_About this task:_ Would you pull out every line of the material that contains the string "Right"?

---- Records for this exercise

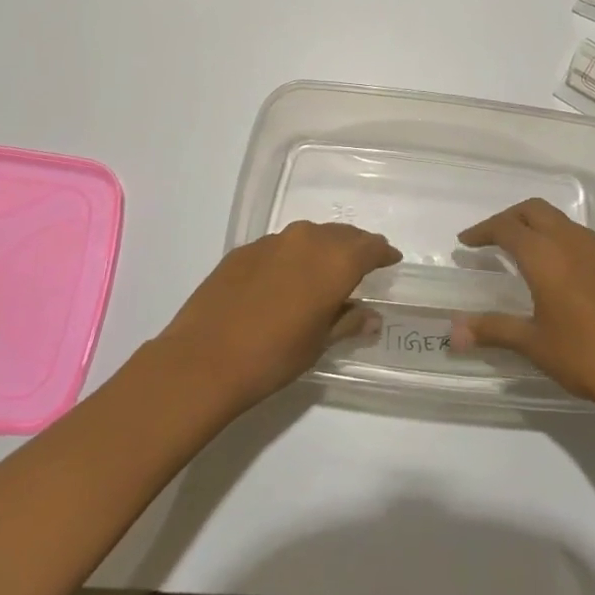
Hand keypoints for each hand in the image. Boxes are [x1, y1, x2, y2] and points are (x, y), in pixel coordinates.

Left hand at [156, 222, 399, 414]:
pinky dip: (292, 256)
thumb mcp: (318, 343)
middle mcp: (307, 240)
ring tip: (325, 269)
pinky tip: (285, 278)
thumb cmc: (273, 356)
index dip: (383, 253)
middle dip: (355, 247)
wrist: (203, 359)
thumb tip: (371, 316)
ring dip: (323, 248)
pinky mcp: (244, 250)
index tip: (391, 259)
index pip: (370, 247)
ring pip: (309, 236)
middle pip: (341, 235)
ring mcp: (272, 241)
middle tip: (363, 262)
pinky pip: (280, 246)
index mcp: (335, 261)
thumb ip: (348, 321)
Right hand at [450, 198, 594, 422]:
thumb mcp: (534, 344)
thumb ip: (494, 330)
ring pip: (556, 218)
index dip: (483, 231)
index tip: (465, 243)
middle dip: (507, 218)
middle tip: (487, 239)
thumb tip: (453, 332)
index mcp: (546, 255)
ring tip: (514, 248)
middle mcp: (569, 242)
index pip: (507, 228)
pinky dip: (552, 234)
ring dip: (532, 223)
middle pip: (533, 210)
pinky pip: (573, 233)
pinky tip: (549, 265)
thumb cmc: (586, 355)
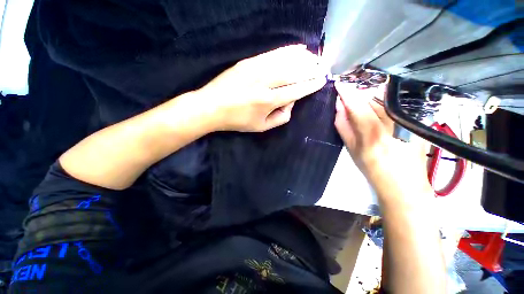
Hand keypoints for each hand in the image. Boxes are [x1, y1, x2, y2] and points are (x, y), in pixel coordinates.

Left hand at [195, 45, 325, 131]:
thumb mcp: (261, 127)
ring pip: (286, 60)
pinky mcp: (249, 62)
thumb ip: (280, 118)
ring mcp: (256, 69)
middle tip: (323, 66)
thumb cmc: (238, 120)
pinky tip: (299, 48)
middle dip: (312, 69)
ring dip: (304, 58)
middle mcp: (265, 83)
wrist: (212, 107)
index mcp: (268, 101)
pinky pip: (273, 53)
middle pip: (294, 72)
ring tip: (316, 57)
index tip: (322, 80)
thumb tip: (291, 103)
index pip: (296, 90)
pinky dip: (288, 50)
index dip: (311, 85)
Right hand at [334, 82, 431, 196]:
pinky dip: (384, 105)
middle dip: (360, 96)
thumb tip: (339, 106)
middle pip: (373, 98)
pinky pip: (396, 105)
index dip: (347, 93)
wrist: (403, 185)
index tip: (339, 84)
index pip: (357, 105)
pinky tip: (381, 115)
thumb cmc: (372, 169)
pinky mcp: (417, 121)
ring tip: (365, 111)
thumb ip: (343, 125)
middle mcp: (393, 123)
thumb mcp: (352, 149)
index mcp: (373, 133)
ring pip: (385, 100)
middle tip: (350, 101)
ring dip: (371, 100)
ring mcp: (408, 121)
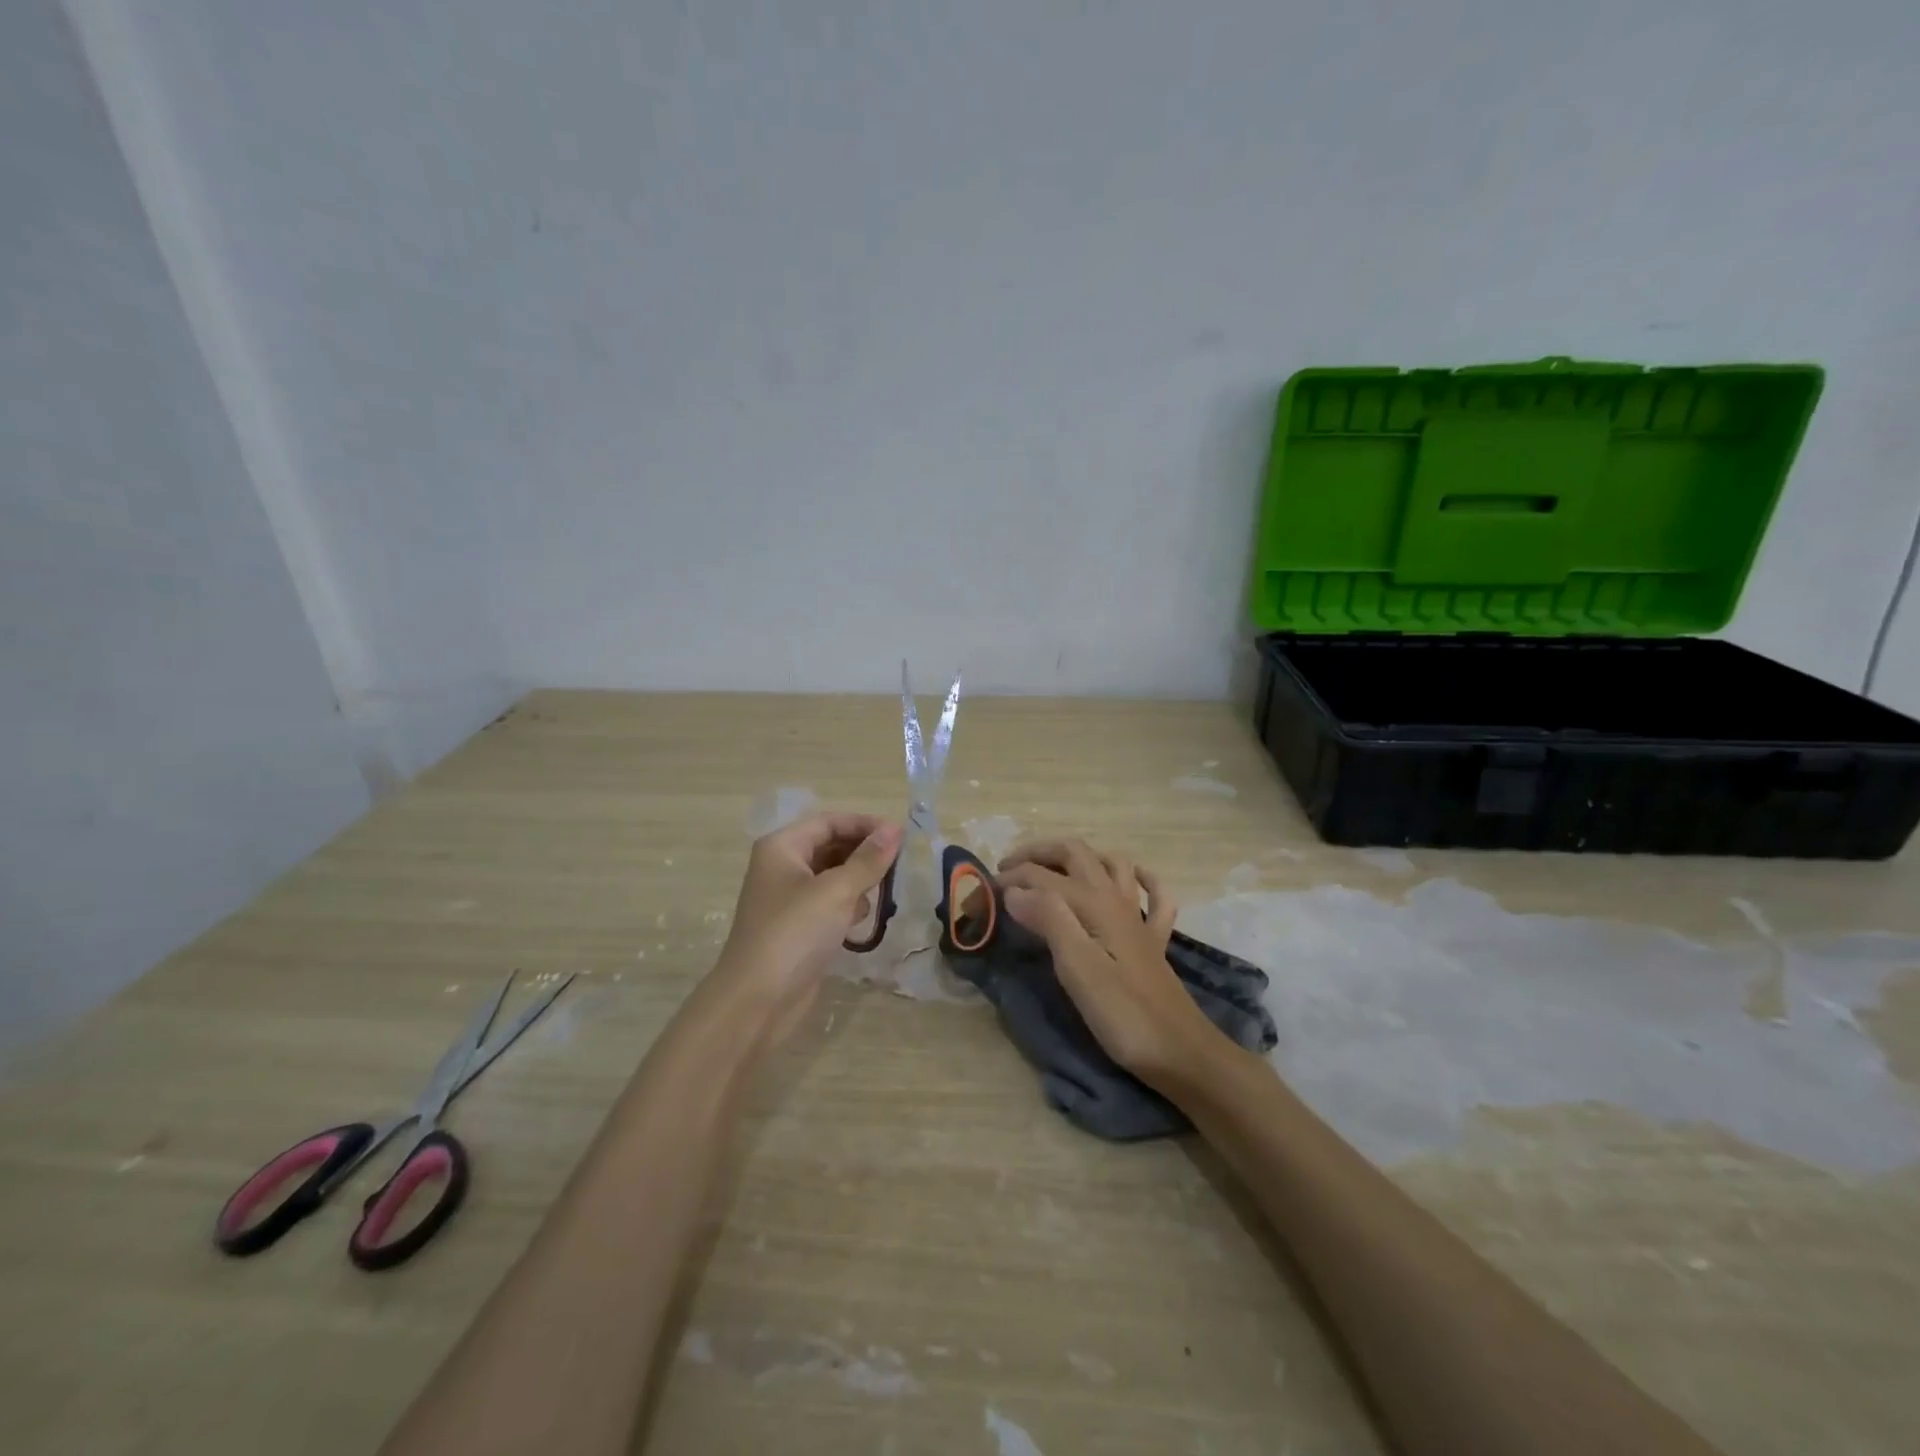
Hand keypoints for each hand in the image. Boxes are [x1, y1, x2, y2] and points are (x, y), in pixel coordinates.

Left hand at [711, 811, 901, 1043]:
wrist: (757, 1001)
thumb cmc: (794, 934)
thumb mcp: (836, 891)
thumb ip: (868, 859)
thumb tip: (895, 829)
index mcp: (782, 847)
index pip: (829, 822)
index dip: (865, 825)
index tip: (901, 836)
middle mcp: (782, 866)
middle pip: (831, 846)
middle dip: (864, 853)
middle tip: (900, 864)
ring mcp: (789, 898)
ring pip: (833, 876)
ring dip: (859, 880)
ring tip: (885, 891)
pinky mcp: (798, 927)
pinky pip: (830, 903)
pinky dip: (848, 905)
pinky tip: (862, 919)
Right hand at [997, 838, 1222, 1084]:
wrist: (1181, 1052)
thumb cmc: (1122, 1014)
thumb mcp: (1077, 968)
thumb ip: (1047, 919)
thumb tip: (1015, 890)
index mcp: (1095, 904)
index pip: (1043, 876)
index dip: (1011, 878)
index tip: (981, 891)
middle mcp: (1117, 900)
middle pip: (1076, 854)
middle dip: (1039, 853)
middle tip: (1006, 869)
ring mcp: (1139, 919)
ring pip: (1111, 865)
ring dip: (1080, 857)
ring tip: (1051, 869)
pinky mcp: (1153, 941)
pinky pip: (1155, 896)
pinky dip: (1142, 879)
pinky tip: (1131, 881)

--------

_Task solution:_
Right hand at [450, 198, 594, 422]:
Right hand at [334, 82, 431, 196]:
Right hand at [997, 838, 1222, 1084]:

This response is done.